Roughly, we need to check for an access through pointer derived from a llvm.noalias call, which compatible noalias metadata, where the other access also has compatible metadata, but is not derived from that llvm.noalias call (or any other with the same scope). This needs to include the possibility that the pointer has been captured and we're deriving from some use of the captured pointer. Precise capturing analysis requires a DT to be available, and if it is not, and there are captures, the answers will not be as good (as demonstrated by the noalias-dup-scope.ll test case). When looking for compatible llvm.noalias calls, we might need to look through others. If we hit a PHI or select, we need to combine the compatibility results from all possible inputs.

Diff Detail

Event Timeline

hfinkel updated this revision to Diff 24740.Apr 30 2015, 9:28 AM
hfinkel retitled this revision from to llvm.noalias - The AA implementaton.
hfinkel updated this object.
hfinkel edited the test plan for this revision. (Show Details)
hfinkel added reviewers: chandlerc, reames, dberlin.
hfinkel added a subscriber: Unknown Object (MLST).
reames resigned from this revision.Oct 8 2015, 10:25 AM
reames removed a reviewer: reames.

Resigning as a reviewer to get a very stale review off my list of blocking tasks in phabricator. Please reopen when desired.

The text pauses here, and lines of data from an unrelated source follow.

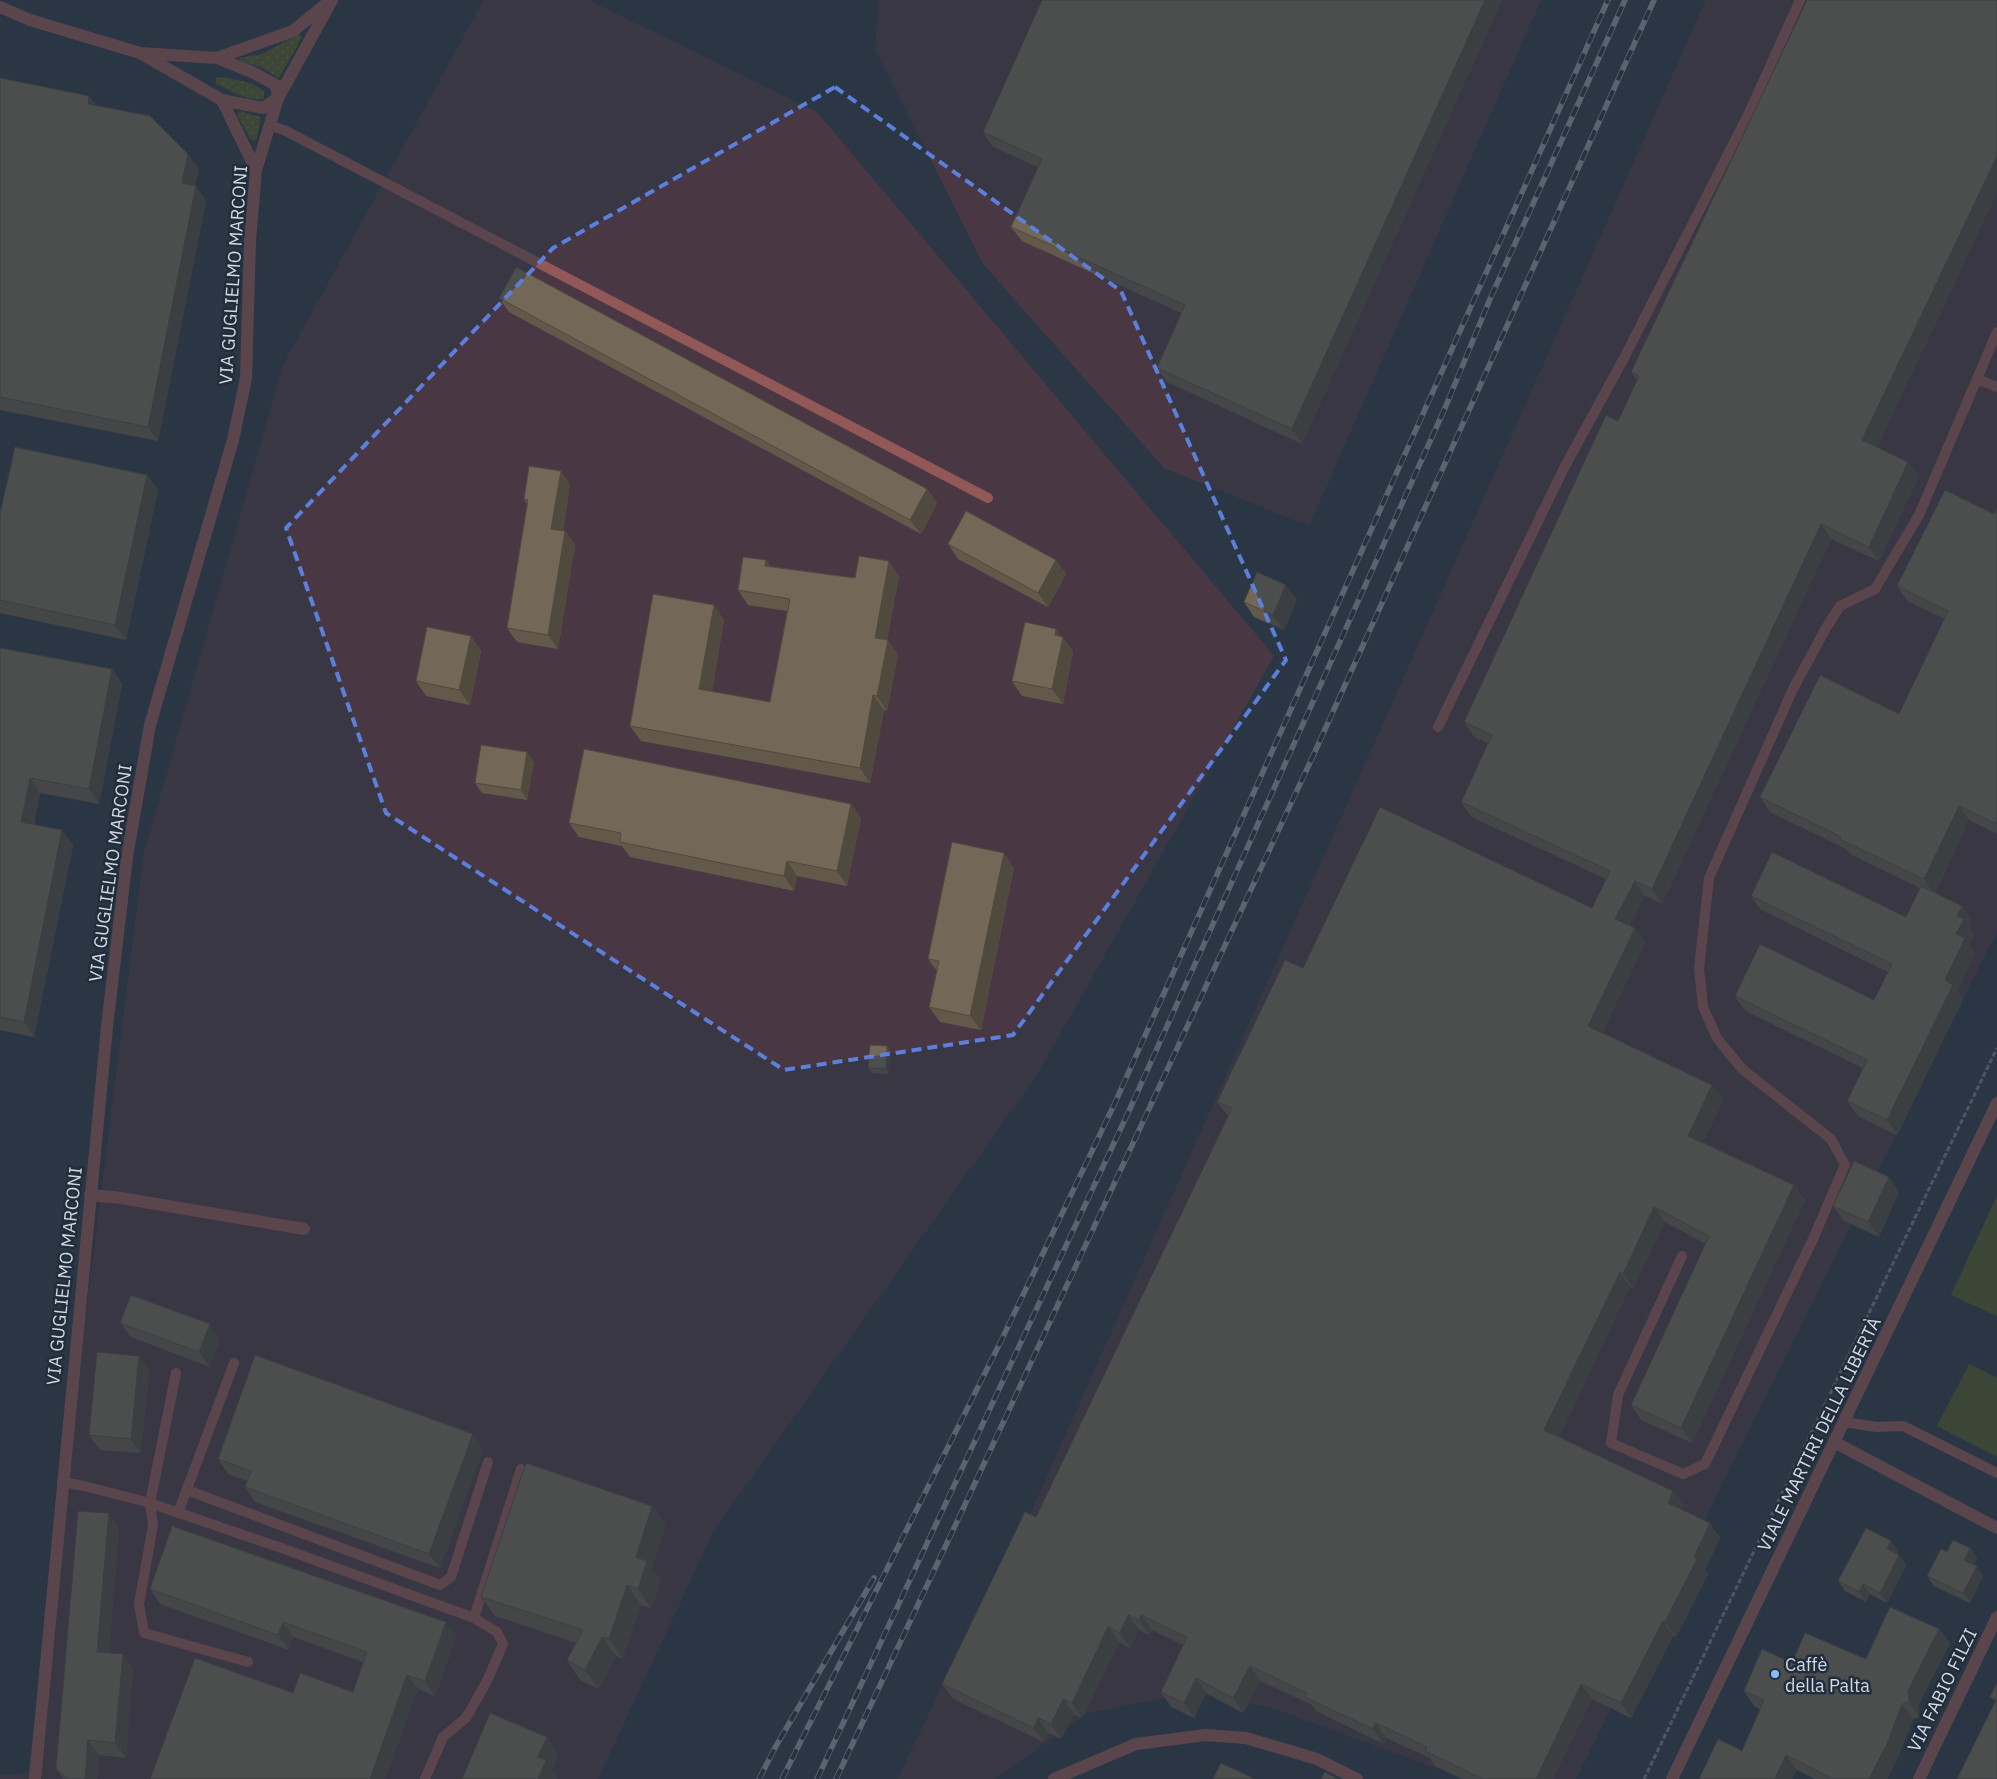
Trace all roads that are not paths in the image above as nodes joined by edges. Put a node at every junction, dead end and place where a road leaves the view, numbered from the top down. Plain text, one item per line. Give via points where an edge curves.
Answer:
1 (331, 0) edge
2 (1800, 0) edge
3 (0, 6) edge
4 (140, 53) junction
5 (217, 58) junction
6 (278, 98) junction
7 (222, 100) junction
8 (269, 125) junction
9 (256, 170) junction
10 (1997, 332) edge
11 (1977, 379) junction
12 (1997, 387) edge
13 (988, 498) dead end
14 (1438, 727) dead end
15 (1997, 1103) edge
16 (90, 1195) junction
17 (304, 1229) dead end
18 (1682, 1256) dead end
19 (234, 1363) dead end
20 (176, 1373) dead end
21 (1844, 1422) junction
22 (1834, 1442) junction
23 (488, 1462) dead end
24 (521, 1469) dead end
25 (1997, 1473) edge
26 (62, 1482) junction
27 (187, 1490) junction
28 (150, 1503) junction
29 (178, 1513) junction
30 (1997, 1528) edge
31 (1997, 1617) edge
32 (474, 1618) junction
33 (248, 1662) dead end
34 (35, 1779) edge
35 (424, 1779) edge
36 (1054, 1779) edge
37 (1357, 1779) edge
38 (1672, 1779) edge
39 (1919, 1779) edge

1 - 5 street via 293,31
1 - 6 street, VIA GUGLIELMO MARCONI
2 - 14 lane via 1748,114 1564,468
3 - 4 street via 30,20
4 - 5 street
4 - 7 street
5 - 6 street via 276,85
6 - 7 street via 263,108
6 - 8 street, VIA GUGLIELMO MARCONI
7 - 9 street
8 - 9 street, VIA GUGLIELMO MARCONI
8 - 13 lane via 295,135
9 - 16 street, VIA GUGLIELMO MARCONI via 250,240 246,378 233,440 150,725 127,857
10 - 11 lane
11 - 12 lane
11 - 18 lane via 1919,515 1875,589 1840,606 1793,689 1709,878 1699,968 1703,1007 1717,1038 1742,1069 1831,1139 1845,1165 1705,1464 1683,1474 1611,1443 1618,1395
15 - 21 street, VIALE MARTIRI DELLA LIBERTÀ
16 - 17 street
16 - 26 street, VIA GUGLIELMO MARCONI
19 - 27 lane
20 - 28 lane
21 - 22 street, VIALE MARTIRI DELLA LIBERTÀ
21 - 25 lane via 1903,1426
22 - 30 street
22 - 38 street, VIALE MARTIRI DELLA LIBERTÀ
23 - 27 lane via 450,1577 440,1585
24 - 32 lane
26 - 28 lane
26 - 34 street, VIA GUGLIELMO MARCONI
27 - 29 lane
28 - 29 lane
28 - 33 lane via 153,1524 140,1604 144,1633
29 - 32 lane
31 - 39 street, VIA FABIO FILZI
32 - 35 lane via 497,1632 503,1644 466,1718 444,1737
36 - 37 street via 1136,1744 1206,1735 1246,1738 1317,1759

hfinkel updated this revision to Diff 63335.Jul 8 2016, 3:43 PM

Rebased.

Note that there is some hackery around making the DominatorTree available to the pass when run through its legacy-pass-manager wrapper; this can be removed once legacy-pass-manager support goes away.

majnemer added inline comments.
lib/Analysis/ScopedNoAliasAA.cpp
273

llvm::find_if ?

295–298

const auto *

299–300

The following would be a little more compact:

for (Value *IncommingValue : PN->incoming_values())

Children.push_back(IncommingValue);
346

Perhaps:

for (Value *Arg : CSA.args())
396

Ditto.

428

auto *

454

Ditto.

hfinkel added inline comments.Jul 9 2016, 5:20 PM
lib/Analysis/ScopedNoAliasAA.cpp
273

Nice! I didn't know we had that :-)

295–298

Sure, and I'll make all of the updates you've suggested below. Thanks!

hfinkel updated this revision to Diff 63408.Jul 9 2016, 5:24 PM

Updated per review comments.

I've reviewed this to my satisfaction but you will need a more thorough review by an AA expert.

lib/Analysis/ScopedNoAliasAA.cpp
307

Might be good to hoist this out of the loop and clear it at the start of the loop. Saves you having to reallocate if the set goes big.

310

Ditto with this vector.

hfinkel updated this revision to Diff 73352.Oct 3 2016, 3:16 PM

Rebased (and addressed reviewer feedback).

jeroen.dobbelaere added inline comments.
lib/Analysis/ScopedNoAliasAA.cpp
158–163

Use CS2NoAlias and CS1NoAlias, in stead of CS2.getInstru.... and CS1.getInstru....

Hi Hal, I found an issue with this part when analyzing two pointers that are 'derived from each other', but are used in different loops.
Following code would go wrong:

int* restrict p=malloc(sizeof(int)*20);
int i;
for (i=0; i<20; ++i) {p[i]=i; }
for (i=0; i<20; ++i) { if (p[i] != i) should_never_happen(); }

Do you think that the proposed fix is ok ?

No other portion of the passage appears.